Roach and her colleagues found that all models project decreases in the aerial coverage of Antarctic sea ice over the 21st century under different greenhouse gas emission scenarios, but the amount of sea ice loss varies considerably between the lowest emission scenario and the highest.

Lettie Roach
A thin layer of Antarctic sea ice.

The models they examined are known as coupled climate models, meaning they incorporate atmospheric, ocean, terrestrial and sea ice models to project what the future holds for our climate system. We are all familiar with the story of soon-to-be ice-free summers in the Arctic and the implications that may have on global trade. But what’s driving change around Antarctic sea ice and what’s expected in the future is less clear. Her team’s assessment of Antarctic sea ice in the new climate models is among the first.

“This project arose from a couple of workshops that were polar climate centered, but no one was leading an Antarctic sea ice group,” said Roach. “I put my hand up and said I would do it. The opportunity to lead something like this was fun, and I’m grateful to collaborators across many institutions for co-creating this work.”

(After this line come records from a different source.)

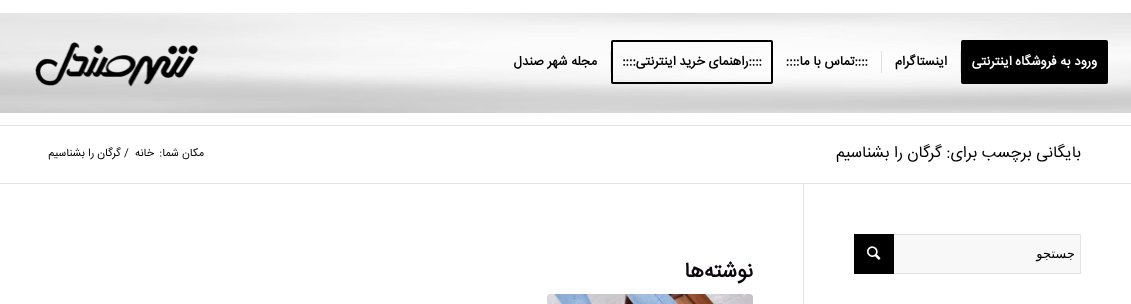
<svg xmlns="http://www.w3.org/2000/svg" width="1131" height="304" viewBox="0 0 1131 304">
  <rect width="100%" height="100%" fill="#fff"/>
  <image x="0" y="13" width="1131" height="100" href="img/1.png"/>
  <path d="M0 125h1131v1H0z" fill="#e1e1e1"/>
  <rect x="962" y="41" width="145" height="42" rx="1" fill="#000" stroke="#000" stroke-width="2"/>
  <path d="M960 51h1v22H960z" fill="#e1e1e1"/>
  <path d="M881 51h1v22H881z" fill="#e1e1e1"/>
  <rect x="612" y="41" width="160" height="42" rx="1" fill="none" stroke="#000" stroke-width="2"/>
  <path d="M610 51h1v22H610z" fill="#e1e1e1"/>
  <image x="35" y="42" width="164" height="45" href="img/2.png"/>
  <path d="M0 183h1131v1H0z" fill="#e1e1e1"/>
  <path d="M894 235h186v38H894z" fill="#f8f8f8"/>
  <path d="M854.5 234.5h226v39H854.5z" fill="none" stroke="#e1e1e1"/>
  <path d="M854 234h40v40H854z" fill="#000"/>
  <image x="867" y="246" width="14" height="14" href="img/3.png"/>
  <path d="M803 184h1v120H803z" fill="#e1e1e1"/>
  <rect x="547" y="294" width="206" height="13" rx="3" fill="#f8f8f8"/>
  <image x="547" y="294" width="206" height="10" href="img/4.png"/>
  <text x="1097" y="65" font-family="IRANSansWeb" font-size="13" font-weight="bold" direction="rtl" fill="#fff">ورود به فروشگاه اینترنتی</text>
  <g font-family="IRANSansWeb" font-size="13" font-weight="bold" direction="rtl" fill="#000">
    <text x="947" y="65">اینستاگرام</text>
    <text x="868" y="65">::::تماس با ما::::</text>
    <text x="762" y="65">::::راهنمای خرید اینترنتی::::</text>
    <text x="597" y="65">مجله شهر صندل</text>
  </g>
  <text x="1081" y="157" font-family="IRANSansWeb" font-size="16" direction="rtl" fill="#000">بایگانی برچسب برای: گرگان را بشناسیم</text>
  <g font-family="IRANSansWeb" font-size="11" direction="rtl" fill="#000">
    <text x="204" y="156">مکان شما:</text>
    <text x="154" y="156">خانه</text>
  </g>
  <text x="124" y="156" font-family="IRANSansWeb" font-size="11" fill="#000">/</text>
  <text x="121" y="156" font-family="IRANSansWeb" font-size="11" direction="rtl" fill="#000">گرگان را بشناسیم</text>
  <text x="1075" y="258" font-family="DejaVu Sans" font-size="13" direction="rtl" fill="#000">جستجو</text>
  <text x="753" y="277" font-family="IRANSansWeb" font-size="21" font-weight="bold" direction="rtl" fill="#0d060d">نوشته‌ها</text>
</svg>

The Antarctic is characterized by extremes. The highest winds, largest glaciers and fastest ocean currents are all found there, and getting a handle on Antarctic sea ice, which annually grows and shrinks six-fold, is critically important. To put that into perspective, that area is roughly the size of Russia. The icy parts of our planet — known as the cryosphere — have an enormous effect on regulating the global climate. By improving the simulation of Antarctic sea ice in models, scientists can increase their understanding of the climate system globally and how it will change over time. Better sea ice models also shed light on dynamics at play in the Southern Ocean surrounding Antarctica, which is a major component of our southern hemisphere.

“The previous generation of models was released around 2012,” says Roach. “We’ve been looking at all the new models released, and we are seeing improvements overall. The new simulations compare better to observations than we have seen before. There is a tightening up of model projections between this generation and the previous, and that is very good news.”

Lettie Roach
Researcher venture out on the sea ice.

This process, where scientists critically evaluate climate models, has long been part of the IPCC approach. Scientists verify those model assumptions make sense, compare predictions to see if they align with observations from the field and make sure the highest quality data were used to underpin model performance. Asking these questions helps fine-tune models to perform at their best. These assessments have occurred for decades and continue to become more sophisticated as the models themselves become more sophisticated and powerful—  and that’s great news as they continue to play an essential role in helping us all make sense of the world around us and how it is changing.

The scientific community works together very cohesively to develop climate projections for the IPCC reports. “The international effort that goes into developing models and sharing their output is hugely collaborative,” says Roach. “There’s a ton of work that goes into these models. I think they are the best tools we have to help us to understand climate change and what will happen in the future, and to provide good information for the policymakers to make decisions on.”